Светлый фон

– Но мы же чужаки.

Он встал.

– Мне ничто не чуждо.

При Дахме не было ни часовых, ни стражей у входа, ни патрулей, обходивших территорию. Дахма не принадлежала миру живых; мы не имели права здесь находиться. Наше приближение к башне заметили только вороны, коршуны и несколько больших белых птиц, что без усилий парили на восходящих потоках раскаленного воздуха.

– Это орлы? – спросил я.

– Это белые канюки Йемена, – ответил Рембо.

Дахма находилась на дальнем конце предела, на самой высокой точке плато. То было простое строение – три массивных концентрических каменных круга, каждый в семь футов[131] толщиной, и внутри самого маленького, внутреннего круга была вырыта яма, и все это было открыто небу.

– Вот место, куда зороастрийцы приносят своих мертвецов, – тихо сказал Рембо. – Нельзя их ни сжечь, так как это сделает огонь нечистым, ни похоронить, потому что это осквернит землю.
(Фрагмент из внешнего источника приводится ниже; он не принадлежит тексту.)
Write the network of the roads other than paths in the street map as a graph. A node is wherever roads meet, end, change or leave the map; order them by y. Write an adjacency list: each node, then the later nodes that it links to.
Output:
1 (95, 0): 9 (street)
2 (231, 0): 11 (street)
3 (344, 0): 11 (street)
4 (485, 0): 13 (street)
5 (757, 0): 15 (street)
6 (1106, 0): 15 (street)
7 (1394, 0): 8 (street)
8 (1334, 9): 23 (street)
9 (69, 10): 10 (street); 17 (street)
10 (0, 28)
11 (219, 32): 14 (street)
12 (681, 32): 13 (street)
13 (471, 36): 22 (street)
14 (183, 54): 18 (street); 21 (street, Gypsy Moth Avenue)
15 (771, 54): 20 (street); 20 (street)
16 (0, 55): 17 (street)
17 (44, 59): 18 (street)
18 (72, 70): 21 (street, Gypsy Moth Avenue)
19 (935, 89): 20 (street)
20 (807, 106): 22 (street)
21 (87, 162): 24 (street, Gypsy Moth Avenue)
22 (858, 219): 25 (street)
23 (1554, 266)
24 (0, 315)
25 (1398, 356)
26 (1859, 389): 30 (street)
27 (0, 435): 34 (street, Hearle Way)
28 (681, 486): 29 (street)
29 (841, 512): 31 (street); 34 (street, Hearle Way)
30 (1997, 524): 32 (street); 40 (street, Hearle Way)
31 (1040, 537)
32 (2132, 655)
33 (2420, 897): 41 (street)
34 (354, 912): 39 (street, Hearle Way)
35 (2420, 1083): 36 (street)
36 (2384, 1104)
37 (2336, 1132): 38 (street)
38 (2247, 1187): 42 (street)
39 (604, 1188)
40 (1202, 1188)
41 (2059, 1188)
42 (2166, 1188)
Мертвецы – nasu, нечистые. Так что их несут сюда. Выкладывают на камни, мужчин – на внешнем кругу, женщин – на втором, детей – на последнем, самом ближнем к центру, и оставляют гнить. А когда их кости дочиста обдерут птицы и выбелит солнце, переносят останки в костницу внизу, пока ветер не перемелет их в горстку праха. Таково Дахманашини, зороастрийское погребение мертвых.

Он предложил провести меня внутрь, поглядеть.

– Там никого нет, а мертвецам все равно.

– Не думаю, что хочу их видеть.

– Не думаешь, что хочешь их видеть? Вот это мне интересно, то, как ты это сказал, как будто ты сам не уверен, определился ли.

– Я не хочу их видеть.

Внезапный бриз облобызал наши щеки. Тяжелый запах смерти не мог донестись туда, где мы стояли; он поднимался с выступов в двадцати футах[132] над нашими головами, и его уносил тот же ветер, что целовал нас и нес на себе белых канюков, и коршунов, и ворон. Тени их мчались по не покрытому травой камню.

– Почему это ваше любимое место? – спросил я его.

– Потому что я странник, и после того, как я истоптал землю из края в край, сверху донизу, я пришел, наконец, в это место, туда, где дальше нет ничего. Я пришел к концу, и вот почему я и люблю это место, и презираю. Ничего не остается, когда ты приходишь к центру всего, лишь яма костей внутри внутреннего круга. Это – центр земли, месье Уилл Генри, и куда человеку идти после того, как он дошел до центра?

 

Я был уверен, что, когда мы прибудем назад в Гранд-отель де л’Универс, доктор будет нас ждать. Не меньше я был уверен и в том, что он будет в ярости оттого, что я ушел с французом и никому не сказал ни слова. Я злился на себя за то, что так поступил, и не мог понять, что же меня к этому вынудило. Было в Артюре Рембо нечто такое, что пробуждало дух безответственности, аморальное животное, то самое, что соглашается, когда цыган у шатра торопит нас «идти и увидеть».